• [WORK INSTRUCTION]
What is the number of lines in these records with "river" in them? Answer with that number only.

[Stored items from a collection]
--------
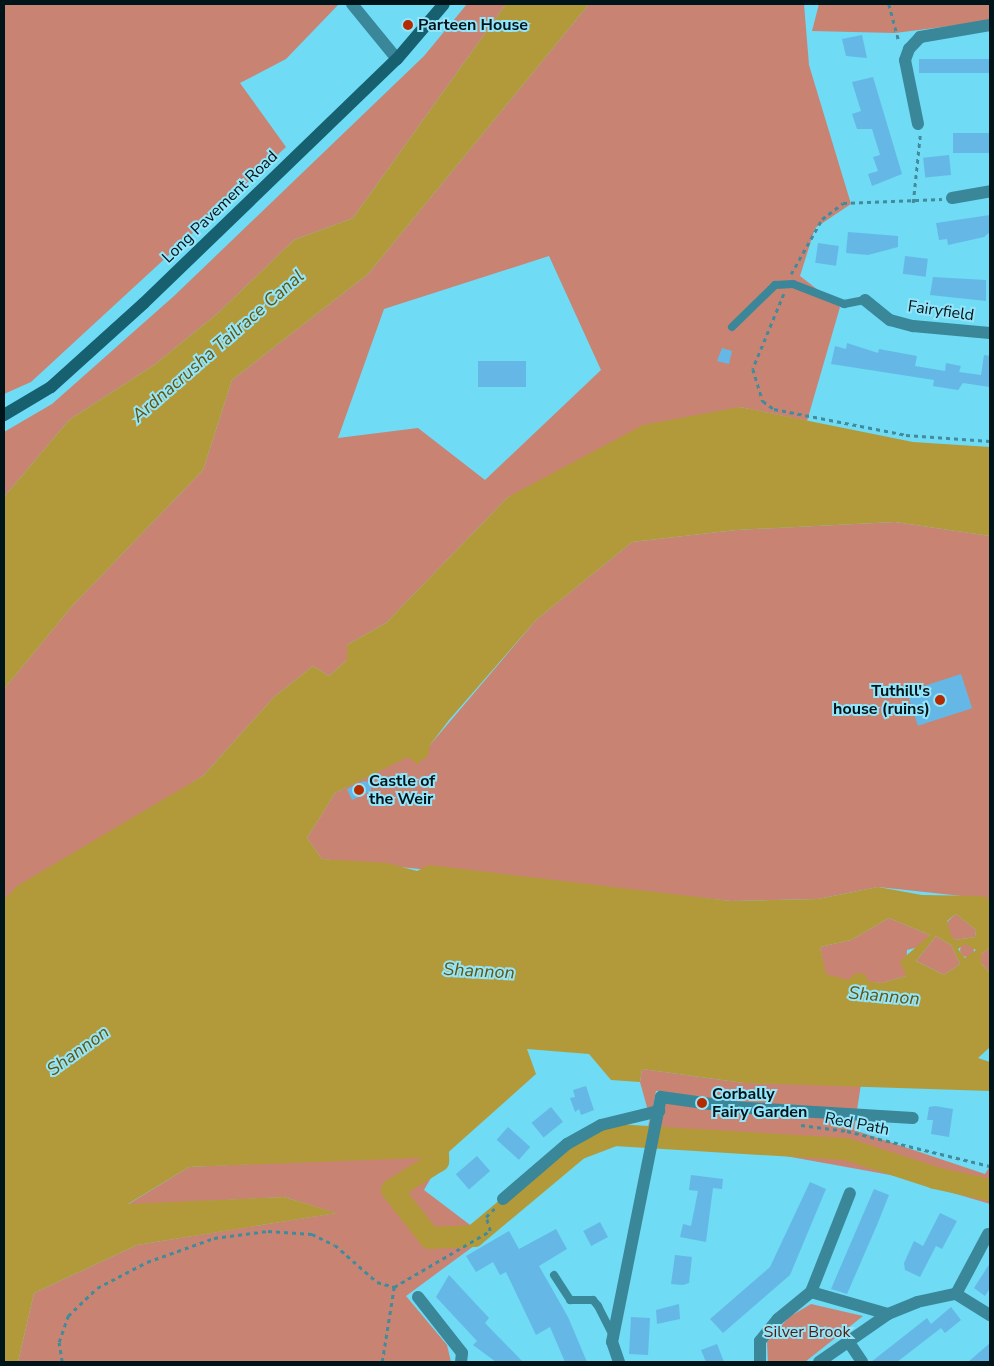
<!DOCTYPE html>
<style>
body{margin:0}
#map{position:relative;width:994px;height:1366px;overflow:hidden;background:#6fdbf4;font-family:"Nunito Sans",sans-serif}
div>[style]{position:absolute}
.green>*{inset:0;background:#c98372}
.round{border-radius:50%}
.water>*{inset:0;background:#b29a3a}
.river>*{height:22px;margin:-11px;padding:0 11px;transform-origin:11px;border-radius:11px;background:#b29a3a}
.building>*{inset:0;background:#65b8e6;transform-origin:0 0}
.path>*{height:2.5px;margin-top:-1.25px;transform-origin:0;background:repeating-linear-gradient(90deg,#428b9b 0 4px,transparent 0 8px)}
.service>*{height:8px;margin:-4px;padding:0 4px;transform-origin:4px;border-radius:4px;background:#398799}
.minor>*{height:12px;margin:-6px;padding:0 6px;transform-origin:6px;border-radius:6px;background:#398799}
.secondary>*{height:12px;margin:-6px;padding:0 6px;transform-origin:6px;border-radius:6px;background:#16606f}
.dots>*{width:14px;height:14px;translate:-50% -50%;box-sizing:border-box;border:2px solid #94e5f9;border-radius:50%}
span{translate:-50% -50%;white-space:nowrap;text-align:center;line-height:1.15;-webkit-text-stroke:4px #94e5f9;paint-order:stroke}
.poi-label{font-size:16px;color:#00151a;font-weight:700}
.left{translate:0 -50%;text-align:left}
.right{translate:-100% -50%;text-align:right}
.street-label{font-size:16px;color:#00151a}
.park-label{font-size:16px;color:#541b0d}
.water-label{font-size:18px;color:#655409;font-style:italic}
.frame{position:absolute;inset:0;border:5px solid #00151a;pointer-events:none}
</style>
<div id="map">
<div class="green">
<div style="clip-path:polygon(4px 4px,339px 4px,286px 59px,240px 83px,286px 147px,31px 382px,4px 394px)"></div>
<div style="clip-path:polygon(467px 4px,506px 4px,353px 218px,294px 240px,217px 314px,154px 365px,69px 420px,4px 497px,4px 432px,52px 404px,174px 296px,424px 56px)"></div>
<div style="clip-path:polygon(evenodd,589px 4px,804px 4px,809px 65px,851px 204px,815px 228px,800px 276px,840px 307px,807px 421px,740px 407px,508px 497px,386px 623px,347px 645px,347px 660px,329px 676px,313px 666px,274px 697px,203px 776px,4px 900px,4px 689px,73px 605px,203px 470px,232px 380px,368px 274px,589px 4px,549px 256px,601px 370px,485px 480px,418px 428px,338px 438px,384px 309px,549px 256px)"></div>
<div style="clip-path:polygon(819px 4px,990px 4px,990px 21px,895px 33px,812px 31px)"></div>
<div style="clip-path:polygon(895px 522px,990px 536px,990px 899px,878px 887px,818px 899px,731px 901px,322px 859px,307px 838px,335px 793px,430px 745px,536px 620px,632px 542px,736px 530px)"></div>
<div style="clip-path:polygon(956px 914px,976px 930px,975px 937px,955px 940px,950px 935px,947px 922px)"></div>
<div style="clip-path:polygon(889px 918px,930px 935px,919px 947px,907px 950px,906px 976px,882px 983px,835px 979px,825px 974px,820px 947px,851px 940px)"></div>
<div style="clip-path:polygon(936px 936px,951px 945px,960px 964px,944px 975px,916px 961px)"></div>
<div class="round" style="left:960px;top:943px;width:14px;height:14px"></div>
<div style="clip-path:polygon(990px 948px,990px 973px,981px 963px,981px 954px)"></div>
<div style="clip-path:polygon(evenodd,642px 1069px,744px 1083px,861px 1084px,854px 1130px,985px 1174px,990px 1166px,990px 1204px,896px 1176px,741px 1148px,644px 1144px,650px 1118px,640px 1082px,642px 1069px,656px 1091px,657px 1091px,741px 1103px,665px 1103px,651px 1117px,656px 1091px)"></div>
<div style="clip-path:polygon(439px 1155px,443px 1157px,424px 1190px,486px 1237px,406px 1296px,447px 1345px,451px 1362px,18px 1362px,34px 1293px,137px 1245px,336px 1213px,284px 1197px,127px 1205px,189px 1167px)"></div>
<div style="clip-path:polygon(811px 1304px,863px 1316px,805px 1362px,768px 1362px,767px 1342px,789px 1317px)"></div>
</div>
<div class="water">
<div style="clip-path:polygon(506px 4px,589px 4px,368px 274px,232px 380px,203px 470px,73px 605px,4px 689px,4px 497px,69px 420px,154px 365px,217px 314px,294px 240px,353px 218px)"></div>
<div style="clip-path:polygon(evenodd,740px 407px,913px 442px,990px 447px,990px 536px,895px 522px,736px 530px,632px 542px,536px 620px,449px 720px,430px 745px,428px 756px,417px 764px,408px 757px,335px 793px,307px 838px,322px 859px,387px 863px,417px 871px,429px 865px,731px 901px,818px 899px,878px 887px,922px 895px,982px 896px,990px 899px,990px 948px,981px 954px,981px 963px,990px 973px,990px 1047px,978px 1058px,990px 1062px,990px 1091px,744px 1083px,642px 1069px,640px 1082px,611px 1080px,589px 1054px,527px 1049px,536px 1074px,443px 1157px,189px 1167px,128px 1204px,284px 1197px,337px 1213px,137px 1245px,34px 1293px,18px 1362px,4px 1362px,4px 900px,17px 886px,203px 776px,274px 697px,313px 666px,329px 676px,347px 660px,347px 645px,386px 623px,508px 497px,643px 425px,740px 407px,956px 914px,976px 930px,975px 937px,955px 940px,951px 935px,947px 921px,956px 914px,740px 407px,889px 918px,930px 935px,900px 961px,906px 976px,882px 983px,868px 981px,865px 974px,856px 973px,848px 980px,826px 974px,820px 947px,851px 940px,889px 918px,740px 407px,936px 936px,951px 945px,960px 964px,944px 975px,916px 961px,936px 936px,740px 407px,965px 944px,976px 950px,965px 958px,958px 949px,965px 944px)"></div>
</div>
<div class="river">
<div style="left:437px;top:1125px;width:36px;rotate:88deg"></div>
<div style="left:438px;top:1161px;width:54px;rotate:147.8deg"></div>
<div style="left:392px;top:1190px;width:61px;rotate:51.6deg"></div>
<div style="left:430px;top:1238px;width:44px;rotate:-2.6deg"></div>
<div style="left:474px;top:1236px;width:136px;rotate:-39.9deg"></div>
<div style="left:578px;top:1149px;width:40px;rotate:-21deg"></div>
<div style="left:615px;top:1135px;width:231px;rotate:3.5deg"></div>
<div style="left:846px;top:1149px;width:94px;rotate:18deg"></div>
<div style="left:935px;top:1178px;width:56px;rotate:12.3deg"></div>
</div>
<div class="building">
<div style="clip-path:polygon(862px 35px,867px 58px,846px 56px,842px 39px)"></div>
<div style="left:990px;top:59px;width:14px;height:71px;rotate:90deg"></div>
<div style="clip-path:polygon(873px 77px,902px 174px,872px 186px,868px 174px,878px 171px,873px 157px,880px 155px,872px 129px,857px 129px,852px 114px,861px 111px,852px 82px)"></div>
<div style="left:990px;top:133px;width:20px;height:37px;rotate:90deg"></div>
<div style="left:949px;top:155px;width:20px;height:26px;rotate:84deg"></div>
<div style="clip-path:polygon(990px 215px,990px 232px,984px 237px,948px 245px,947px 239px,939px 240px,936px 223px)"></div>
<div style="clip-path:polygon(848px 232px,898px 236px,898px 247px,868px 255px,846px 253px)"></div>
<div style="left:818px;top:243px;width:21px;height:20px;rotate:8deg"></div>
<div style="left:905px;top:256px;width:23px;height:18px;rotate:7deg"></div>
<div style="clip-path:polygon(933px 277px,986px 280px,986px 301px,930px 295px)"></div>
<div style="clip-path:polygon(847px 343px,878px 353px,879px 349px,917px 356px,915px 366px,945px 371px,946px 363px,961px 366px,959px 372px,981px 375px,984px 355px,990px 356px,990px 387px,963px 383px,958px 390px,933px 386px,934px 380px,831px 364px,835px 346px,846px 349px)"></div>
<div style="clip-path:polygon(722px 348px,732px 351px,729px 364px,717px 361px)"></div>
<div style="left:478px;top:361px;width:48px;height:26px"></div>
<div style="left:961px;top:674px;width:36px;height:57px;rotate:72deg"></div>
<div style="clip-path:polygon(364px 781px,371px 783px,371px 791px,352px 800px,347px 789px)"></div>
<div style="clip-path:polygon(586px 1086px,594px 1110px,581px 1115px,579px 1109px,575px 1112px,570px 1098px,575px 1097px,573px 1090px)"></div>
<div style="clip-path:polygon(935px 1106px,953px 1109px,949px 1137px,931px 1134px,933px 1120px,927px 1120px,929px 1107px)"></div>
<div style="left:551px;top:1107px;width:19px;height:25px;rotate:51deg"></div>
<div style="left:508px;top:1127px;width:30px;height:17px;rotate:42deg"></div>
<div style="left:477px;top:1156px;width:20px;height:28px;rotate:49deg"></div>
<div style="clip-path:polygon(691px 1175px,723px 1179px,722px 1189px,713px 1188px,706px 1242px,680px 1237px,683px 1224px,691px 1226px,698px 1191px,689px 1190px)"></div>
<div style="clip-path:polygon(810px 1182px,826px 1189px,790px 1275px,723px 1333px,710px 1319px,770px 1267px)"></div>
<div style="clip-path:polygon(874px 1189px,889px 1195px,877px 1225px,847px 1294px,831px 1289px)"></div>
<div style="clip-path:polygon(940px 1213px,957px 1221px,942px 1249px,936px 1246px,920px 1277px,905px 1270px,904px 1263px,914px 1241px,923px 1246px)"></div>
<div style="left:600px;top:1222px;width:17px;height:19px;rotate:62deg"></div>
<div style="clip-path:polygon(556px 1229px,567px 1249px,539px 1266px,568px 1317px,587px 1362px,565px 1362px,550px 1327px,536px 1335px,506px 1272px,500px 1275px,493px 1262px,476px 1272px,466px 1256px,509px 1231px,519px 1249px)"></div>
<div style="clip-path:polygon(675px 1255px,692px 1257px,689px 1283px,683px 1285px,671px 1284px)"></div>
<div style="clip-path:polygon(990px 1263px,990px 1288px,985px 1296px,974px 1288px)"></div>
<div style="clip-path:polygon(449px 1275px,489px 1318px,485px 1323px,523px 1362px,496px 1362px,473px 1345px,477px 1341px,436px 1297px)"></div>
<div style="clip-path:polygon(679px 1304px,680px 1319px,657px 1324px,656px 1310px)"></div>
<div style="clip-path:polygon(951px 1307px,961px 1320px,945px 1333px,941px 1328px,897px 1362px,871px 1362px,927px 1318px,931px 1324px)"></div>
<div style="left:631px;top:1317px;width:19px;height:37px;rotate:3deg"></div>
<div style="clip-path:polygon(990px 1343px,990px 1362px,968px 1362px)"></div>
<div style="clip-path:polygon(717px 1344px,724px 1362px,706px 1362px,701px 1350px)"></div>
</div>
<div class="path">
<div style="left:889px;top:4px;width:38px;rotate:75deg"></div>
<div style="left:913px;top:203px;width:68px;rotate:-84.1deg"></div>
<div style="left:791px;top:274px;width:63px;rotate:-60.6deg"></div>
<div style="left:822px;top:219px;width:26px;rotate:-37deg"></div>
<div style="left:843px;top:203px;width:99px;rotate:-2.3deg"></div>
<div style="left:784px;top:294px;width:81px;rotate:112.5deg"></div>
<div style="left:753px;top:369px;width:34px;rotate:73deg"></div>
<div style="left:763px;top:401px;width:14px;rotate:36deg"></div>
<div style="left:774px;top:409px;width:135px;rotate:11.1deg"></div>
<div style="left:906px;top:435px;width:84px;rotate:4.1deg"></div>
<div style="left:801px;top:1125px;width:46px;rotate:7.4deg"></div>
<div style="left:847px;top:1131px;width:147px;rotate:13.8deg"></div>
<div style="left:62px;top:1362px;width:20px;rotate:-99deg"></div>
<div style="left:59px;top:1342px;width:28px;rotate:-71deg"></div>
<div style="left:68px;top:1316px;width:40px;rotate:-44deg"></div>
<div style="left:97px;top:1288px;width:56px;rotate:-27.5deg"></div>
<div style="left:147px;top:1262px;width:71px;rotate:-19.7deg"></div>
<div style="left:214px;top:1238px;width:54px;rotate:-7.4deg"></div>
<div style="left:268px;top:1231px;width:44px;rotate:3.9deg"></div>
<div style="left:312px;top:1234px;width:25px;rotate:26deg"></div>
<div style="left:335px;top:1245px;width:56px;rotate:41.4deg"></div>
<div style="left:377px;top:1282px;width:18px;rotate:16deg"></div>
<div style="left:394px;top:1287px;width:111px;rotate:-30.3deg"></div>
<div style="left:490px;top:1231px;width:15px;rotate:-106deg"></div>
<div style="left:486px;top:1217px;width:14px;rotate:-45deg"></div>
<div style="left:382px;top:1362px;width:76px;rotate:-80.9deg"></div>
</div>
<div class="service">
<div style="left:732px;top:327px;width:60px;rotate:-44.3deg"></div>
<div style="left:775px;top:285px;width:18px;rotate:-3deg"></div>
<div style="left:793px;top:284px;width:55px;rotate:21.4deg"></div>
<div style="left:844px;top:304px;width:21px;rotate:-11deg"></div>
<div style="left:554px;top:1275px;width:30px;rotate:57deg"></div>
<div style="left:570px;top:1300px;width:23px"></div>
<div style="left:593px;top:1300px;width:8px;rotate:50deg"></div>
<div style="left:598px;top:1306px;width:36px;rotate:63deg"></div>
</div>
<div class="minor">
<div style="left:352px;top:4px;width:71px;rotate:50.7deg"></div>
<div style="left:918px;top:124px;width:65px;rotate:-101.5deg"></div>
<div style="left:905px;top:60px;width:12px;rotate:-70deg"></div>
<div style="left:909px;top:49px;width:16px;rotate:-47deg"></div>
<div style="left:920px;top:37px;width:71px;rotate:-9.7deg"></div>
<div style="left:952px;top:198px;width:39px;rotate:-10deg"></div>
<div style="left:865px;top:300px;width:32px;rotate:39deg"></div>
<div style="left:890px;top:320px;width:24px;rotate:15deg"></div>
<div style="left:913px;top:326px;width:77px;rotate:5.2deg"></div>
<div style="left:503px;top:1199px;width:84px;rotate:-40.7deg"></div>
<div style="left:567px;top:1144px;width:39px;rotate:-29deg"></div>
<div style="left:601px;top:1125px;width:60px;rotate:-13.6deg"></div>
<div style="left:811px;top:1292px;width:106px;rotate:-68.5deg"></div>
<div style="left:956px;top:1294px;width:68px;rotate:-61.9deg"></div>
<div style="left:418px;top:1297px;width:71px;rotate:51.8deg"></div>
<div style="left:462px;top:1353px;width:9px;rotate:96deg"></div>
<div style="left:848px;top:1341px;width:25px;rotate:56deg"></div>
<div style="left:619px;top:1362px;width:21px;rotate:-109deg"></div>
<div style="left:612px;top:1342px;width:250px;rotate:-78.7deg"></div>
<div style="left:661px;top:1097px;width:72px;rotate:8deg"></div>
<div style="left:732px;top:1107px;width:181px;rotate:3.5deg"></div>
<div style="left:760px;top:1362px;width:21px;rotate:-90deg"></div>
<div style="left:760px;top:1341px;width:28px;rotate:-51deg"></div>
<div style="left:778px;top:1319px;width:43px;rotate:-39.3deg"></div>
<div style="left:811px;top:1292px;width:80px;rotate:15.9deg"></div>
<div style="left:819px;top:1362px;width:84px;rotate:-34.8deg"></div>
<div style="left:888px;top:1314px;width:31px;rotate:-22deg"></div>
<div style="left:917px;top:1302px;width:40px;rotate:-12deg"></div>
<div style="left:956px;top:1294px;width:40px;rotate:32deg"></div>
</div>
<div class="secondary">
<div style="left:4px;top:415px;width:55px;rotate:-30.8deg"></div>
<div style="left:51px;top:387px;width:125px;rotate:-42.1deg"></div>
<div style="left:144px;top:303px;width:351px;rotate:-44deg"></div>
<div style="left:397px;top:59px;width:72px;rotate:-49.5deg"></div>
</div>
<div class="dots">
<div style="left:408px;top:25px;background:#b52b00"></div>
<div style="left:940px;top:700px;background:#b52b00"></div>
<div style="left:359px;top:790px;background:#b52b00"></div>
<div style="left:702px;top:1103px;background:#b52b00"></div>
</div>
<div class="poi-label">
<span class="left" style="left:418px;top:25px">Parteen House</span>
<span class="right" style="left:930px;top:700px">Tuthill's<br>house (ruins)</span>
<span class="left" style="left:369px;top:790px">Castle of<br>the Weir</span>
<span class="left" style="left:712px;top:1103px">Corbally<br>Fairy Garden</span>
</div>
<div class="street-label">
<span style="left:220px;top:207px;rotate:-44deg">Long Pavement Road</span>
<span style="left:941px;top:311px;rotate:8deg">Fairyfield</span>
<span style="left:857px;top:1124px;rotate:11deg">Red Path</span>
</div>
<div class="park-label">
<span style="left:807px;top:1332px">Silver Brook</span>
</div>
<div class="water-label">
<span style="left:218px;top:346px;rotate:-41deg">Ardnacrusha Tailrace Canal</span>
<span style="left:479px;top:971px;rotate:3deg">Shannon</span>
<span style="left:884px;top:996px;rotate:5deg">Shannon</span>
<span style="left:78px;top:1051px;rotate:-36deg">Shannon</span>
</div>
<div class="frame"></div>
</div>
--------
• [ANSWER BELOW]
2